Directions for this task => The records that follow must be reproduced in full, with every picture excluded.

[Stored items]
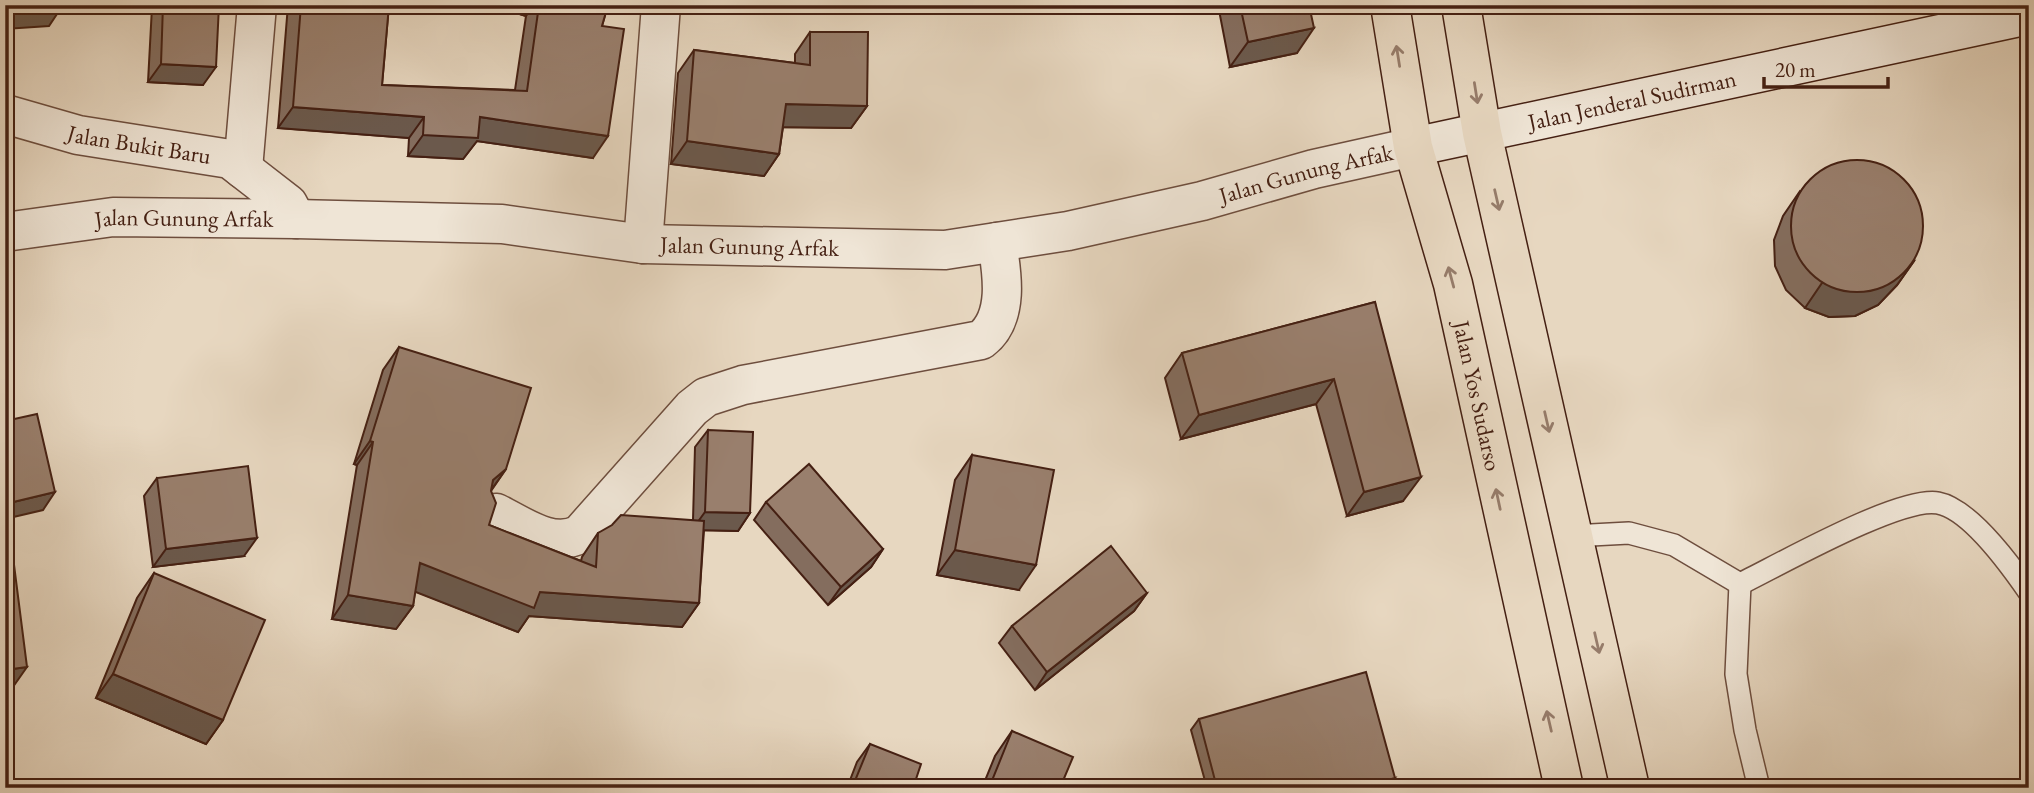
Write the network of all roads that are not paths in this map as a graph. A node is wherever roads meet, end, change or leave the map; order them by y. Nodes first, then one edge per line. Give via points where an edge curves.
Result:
1 (257, 5) edge
2 (661, 5) edge
3 (1390, 5) edge
4 (1461, 5) edge
5 (2029, 15) edge
6 (5, 114) edge
7 (1482, 133) junction
8 (1413, 147) junction
9 (243, 169) junction
10 (296, 219) junction
11 (5, 232) edge
12 (997, 242) junction
13 (643, 244) junction
14 (496, 513) edge
15 (1572, 536) junction
16 (1740, 584) junction
17 (2029, 592) edge
18 (1564, 788) edge
19 (1630, 788) edge
20 (1759, 788) edge

1 - 9 street
2 - 13 street
8 -> 3 highway, Jalan Yos Sudarso
4 -> 7 highway
5 - 7 street, Jalan Jenderal Sudirman
6 - 9 street, Jalan Bukit Baru via 78,135 230,159
7 - 8 street, Jalan Gunung Arfak
7 -> 15 highway
8 - 12 street, Jalan Gunung Arfak via 1068,232
18 -> 8 highway, Jalan Yos Sudarso via 1453,285
9 - 10 street, Jalan Bukit Baru via 288,204
10 - 11 street, Jalan Gunung Arfak via 113,217
10 - 13 street, Jalan Gunung Arfak via 502,224
12 - 13 street, Jalan Gunung Arfak via 945,250
12 - 14 street via 1002,297 990,330 981,340 743,385 706,397 571,539 551,540
15 - 16 lane via 1629,533 1674,545
15 -> 19 highway
16 - 17 lane via 1893,509 1938,503 1975,523
16 - 20 lane via 1736,674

Written solution =>
Write the network of all roads that are not paths in this map as a graph. A node is wherever roads meet, end, change or leave the map; order them by y. Nodes first, then one edge per line. Give via points where an edge curves.
Result:
1 (257, 5) edge
2 (661, 5) edge
3 (1390, 5) edge
4 (1461, 5) edge
5 (2029, 15) edge
6 (5, 114) edge
7 (1482, 133) junction
8 (1413, 147) junction
9 (243, 169) junction
10 (296, 219) junction
11 (5, 232) edge
12 (997, 242) junction
13 (643, 244) junction
14 (496, 513) edge
15 (1572, 536) junction
16 (1740, 584) junction
17 (2029, 592) edge
18 (1564, 788) edge
19 (1630, 788) edge
20 (1759, 788) edge

1 - 9 street
2 - 13 street
8 -> 3 highway, Jalan Yos Sudarso
4 -> 7 highway
5 - 7 street, Jalan Jenderal Sudirman
6 - 9 street, Jalan Bukit Baru via 78,135 230,159
7 - 8 street, Jalan Gunung Arfak
7 -> 15 highway
8 - 12 street, Jalan Gunung Arfak via 1068,232
18 -> 8 highway, Jalan Yos Sudarso via 1453,285
9 - 10 street, Jalan Bukit Baru via 288,204
10 - 11 street, Jalan Gunung Arfak via 113,217
10 - 13 street, Jalan Gunung Arfak via 502,224
12 - 13 street, Jalan Gunung Arfak via 945,250
12 - 14 street via 1002,297 990,330 981,340 743,385 706,397 571,539 551,540
15 - 16 lane via 1629,533 1674,545
15 -> 19 highway
16 - 17 lane via 1893,509 1938,503 1975,523
16 - 20 lane via 1736,674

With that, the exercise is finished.